Supplied data ->
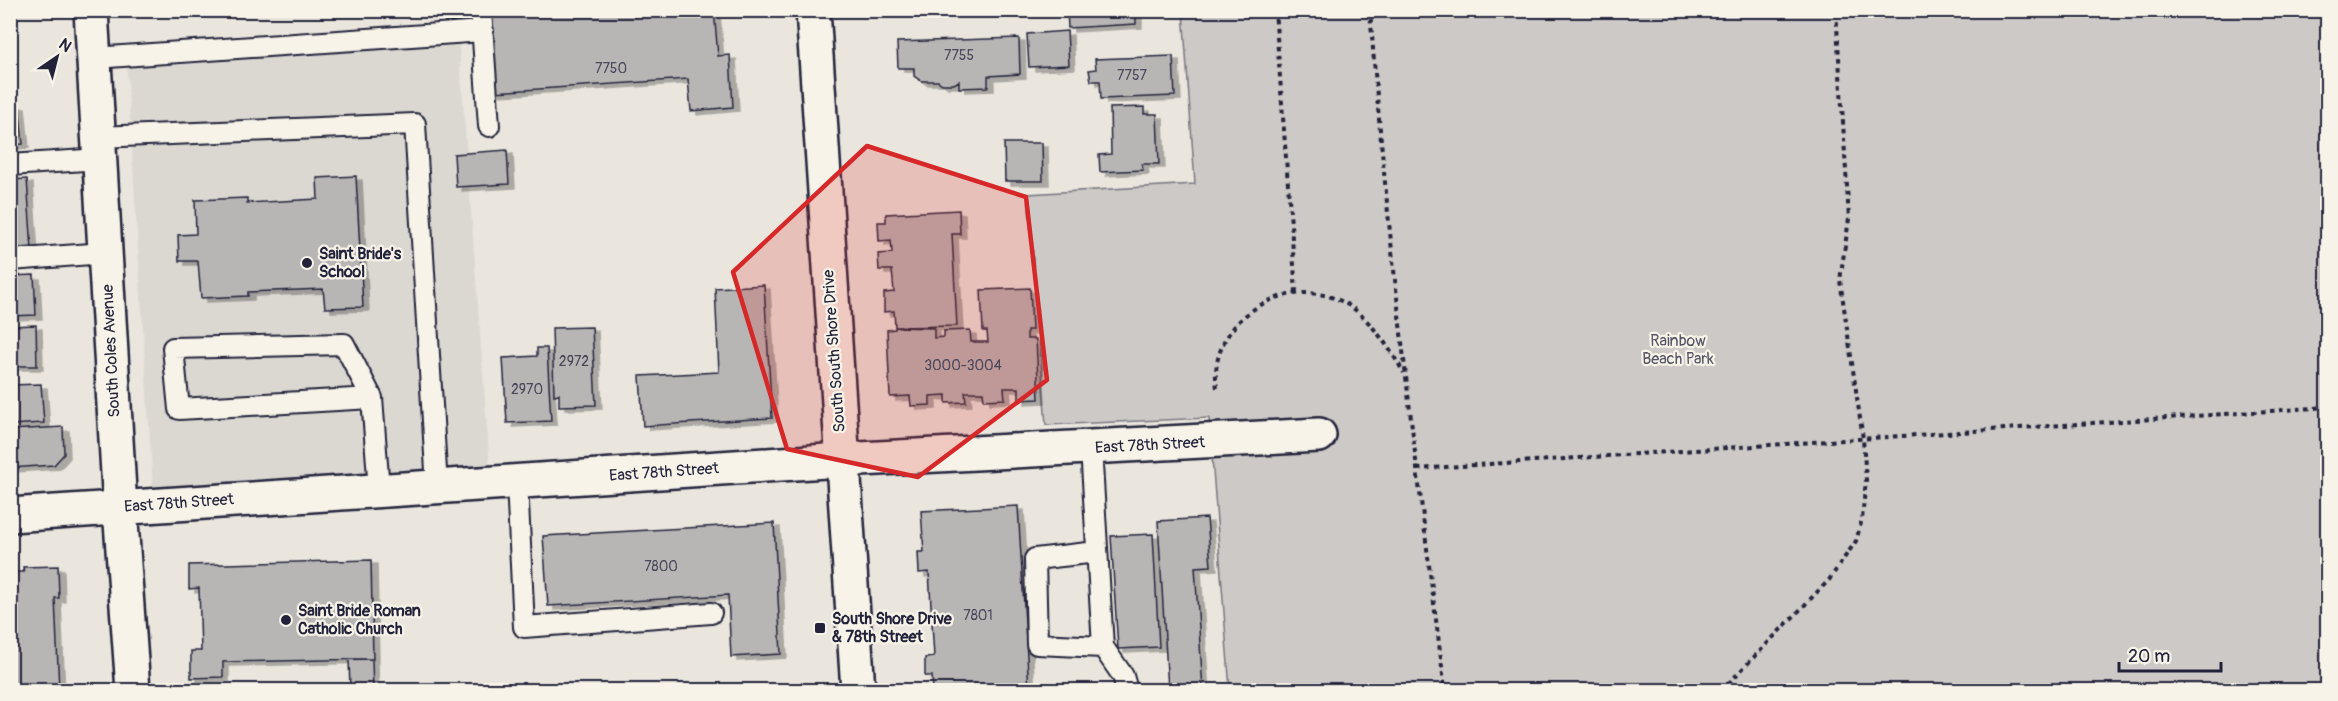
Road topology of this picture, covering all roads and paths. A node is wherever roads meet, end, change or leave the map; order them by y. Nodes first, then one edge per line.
1 (91, 10) edge
2 (480, 10) edge
3 (813, 10) edge
4 (1275, 10) edge
5 (1370, 10) edge
6 (1836, 10) edge
7 (483, 31) junction
8 (94, 58) junction
9 (489, 126) dead end
10 (99, 148) junction
11 (10, 165) edge
12 (105, 253) junction
13 (10, 260) edge
14 (1296, 292) junction
15 (1406, 377) junction
16 (1217, 388) dead end
17 (372, 398) junction
18 (2328, 407) edge
19 (1319, 435) dead end
20 (1863, 439) junction
21 (1091, 448) junction
22 (841, 460) junction
23 (1417, 469) junction
24 (517, 482) junction
25 (437, 487) junction
26 (379, 490) junction
27 (120, 508) junction
28 (10, 515) edge
29 (1097, 552) junction
30 (711, 614) dead end
31 (1103, 647) junction
32 (133, 690) edge
33 (858, 690) edge
34 (1127, 690) edge
35 (1445, 690) edge
36 (1722, 690) edge

1 - 8 street, South Coles Avenue
2 - 7 lane
3 - 22 street, South South Shore Drive
4 - 14 path
5 - 15 path
6 - 20 path
7 - 8 lane
7 - 9 lane
8 - 10 street, South Coles Avenue
10 - 11 lane
10 - 12 street, South Coles Avenue
10 - 25 lane
12 - 13 lane
12 - 27 street, South Coles Avenue
14 - 15 path
14 - 16 path
15 - 23 path
17 - 17 lane
17 - 26 lane
18 - 20 path
19 - 21 street, East 78th Street
20 - 23 path
20 - 36 path
21 - 22 street, East 78th Street
21 - 29 lane
22 - 24 street, East 78th Street
22 - 33 street, South South Shore Drive
23 - 35 path
24 - 25 street, East 78th Street
24 - 30 lane
25 - 26 street, East 78th Street
26 - 27 street, East 78th Street
27 - 28 street, East 78th Street
27 - 32 street, South Coles Avenue
29 - 31 lane
29 - 31 lane
31 - 34 lane

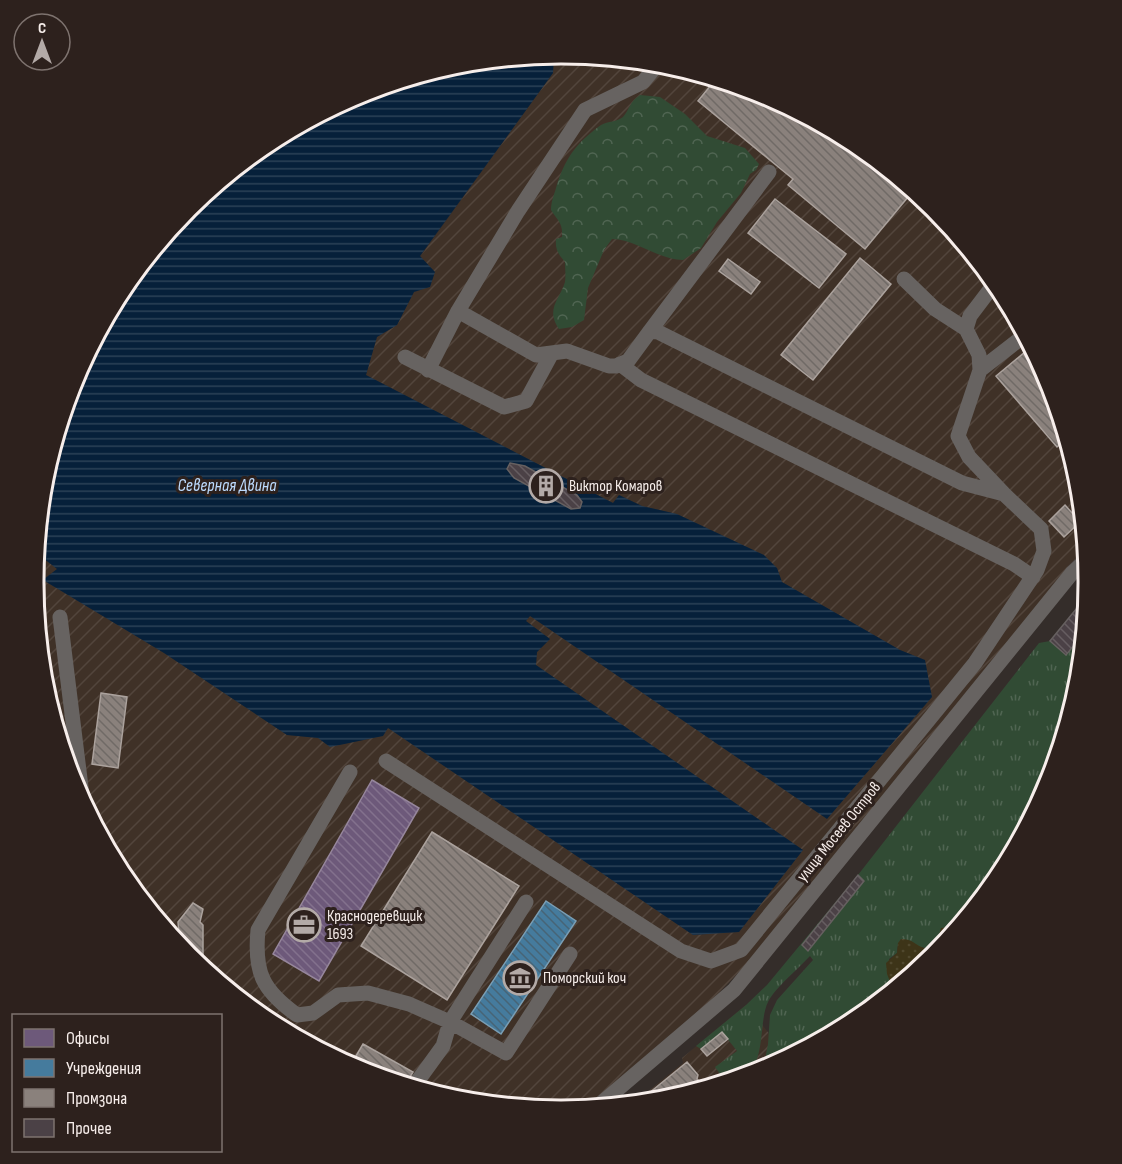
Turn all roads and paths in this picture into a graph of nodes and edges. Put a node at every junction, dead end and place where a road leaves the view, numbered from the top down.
1 (651, 72) edge
2 (769, 172) dead end
3 (904, 279) dead end
4 (989, 291) edge
5 (458, 312) junction
6 (966, 329) junction
7 (650, 331) junction
8 (1018, 339) edge
9 (552, 353) junction
10 (405, 357) dead end
11 (620, 364) junction
12 (428, 370) junction
13 (980, 370) junction
14 (1004, 494) junction
15 (1078, 569) edge
16 (1033, 576) junction
17 (60, 617) dead end
18 (386, 761) dead end
19 (79, 769) edge
20 (350, 772) dead end
21 (526, 903) dead end
22 (570, 954) dead end
23 (450, 1022) junction
24 (419, 1079) edge
25 (609, 1097) edge

1 - 5 street
2 - 7 street
3 - 6 street
4 - 6 street
5 - 9 street
5 - 12 street
6 - 13 street
7 - 11 street
7 - 14 street
8 - 13 street
9 - 11 street
9 - 12 street
10 - 12 street
11 - 16 street
13 - 14 street
14 - 16 street
15 - 25 street, улица Мосеев Остров
16 - 18 street
17 - 19 street
20 - 23 street
21 - 23 street
22 - 23 street
23 - 24 street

To do -> Every line above should be copied exactly; do not carry over the pictures.

Answer ->
Road topology of this picture, covering all roads and paths. A node is wherever roads meet, end, change or leave the map; order them by y. Nodes first, then one edge per line.
1 (91, 10) edge
2 (480, 10) edge
3 (813, 10) edge
4 (1275, 10) edge
5 (1370, 10) edge
6 (1836, 10) edge
7 (483, 31) junction
8 (94, 58) junction
9 (489, 126) dead end
10 (99, 148) junction
11 (10, 165) edge
12 (105, 253) junction
13 (10, 260) edge
14 (1296, 292) junction
15 (1406, 377) junction
16 (1217, 388) dead end
17 (372, 398) junction
18 (2328, 407) edge
19 (1319, 435) dead end
20 (1863, 439) junction
21 (1091, 448) junction
22 (841, 460) junction
23 (1417, 469) junction
24 (517, 482) junction
25 (437, 487) junction
26 (379, 490) junction
27 (120, 508) junction
28 (10, 515) edge
29 (1097, 552) junction
30 (711, 614) dead end
31 (1103, 647) junction
32 (133, 690) edge
33 (858, 690) edge
34 (1127, 690) edge
35 (1445, 690) edge
36 (1722, 690) edge

1 - 8 street, South Coles Avenue
2 - 7 lane
3 - 22 street, South South Shore Drive
4 - 14 path
5 - 15 path
6 - 20 path
7 - 8 lane
7 - 9 lane
8 - 10 street, South Coles Avenue
10 - 11 lane
10 - 12 street, South Coles Avenue
10 - 25 lane
12 - 13 lane
12 - 27 street, South Coles Avenue
14 - 15 path
14 - 16 path
15 - 23 path
17 - 17 lane
17 - 26 lane
18 - 20 path
19 - 21 street, East 78th Street
20 - 23 path
20 - 36 path
21 - 22 street, East 78th Street
21 - 29 lane
22 - 24 street, East 78th Street
22 - 33 street, South South Shore Drive
23 - 35 path
24 - 25 street, East 78th Street
24 - 30 lane
25 - 26 street, East 78th Street
26 - 27 street, East 78th Street
27 - 28 street, East 78th Street
27 - 32 street, South Coles Avenue
29 - 31 lane
29 - 31 lane
31 - 34 lane

Turn all roads and paths in this picture into a graph of nodes and edges. Put a node at every junction, dead end and place where a road leaves the view, numbered from the top down.
1 (651, 72) edge
2 (769, 172) dead end
3 (904, 279) dead end
4 (989, 291) edge
5 (458, 312) junction
6 (966, 329) junction
7 (650, 331) junction
8 (1018, 339) edge
9 (552, 353) junction
10 (405, 357) dead end
11 (620, 364) junction
12 (428, 370) junction
13 (980, 370) junction
14 (1004, 494) junction
15 (1078, 569) edge
16 (1033, 576) junction
17 (60, 617) dead end
18 (386, 761) dead end
19 (79, 769) edge
20 (350, 772) dead end
21 (526, 903) dead end
22 (570, 954) dead end
23 (450, 1022) junction
24 (419, 1079) edge
25 (609, 1097) edge

1 - 5 street
2 - 7 street
3 - 6 street
4 - 6 street
5 - 9 street
5 - 12 street
6 - 13 street
7 - 11 street
7 - 14 street
8 - 13 street
9 - 11 street
9 - 12 street
10 - 12 street
11 - 16 street
13 - 14 street
14 - 16 street
15 - 25 street, улица Мосеев Остров
16 - 18 street
17 - 19 street
20 - 23 street
21 - 23 street
22 - 23 street
23 - 24 street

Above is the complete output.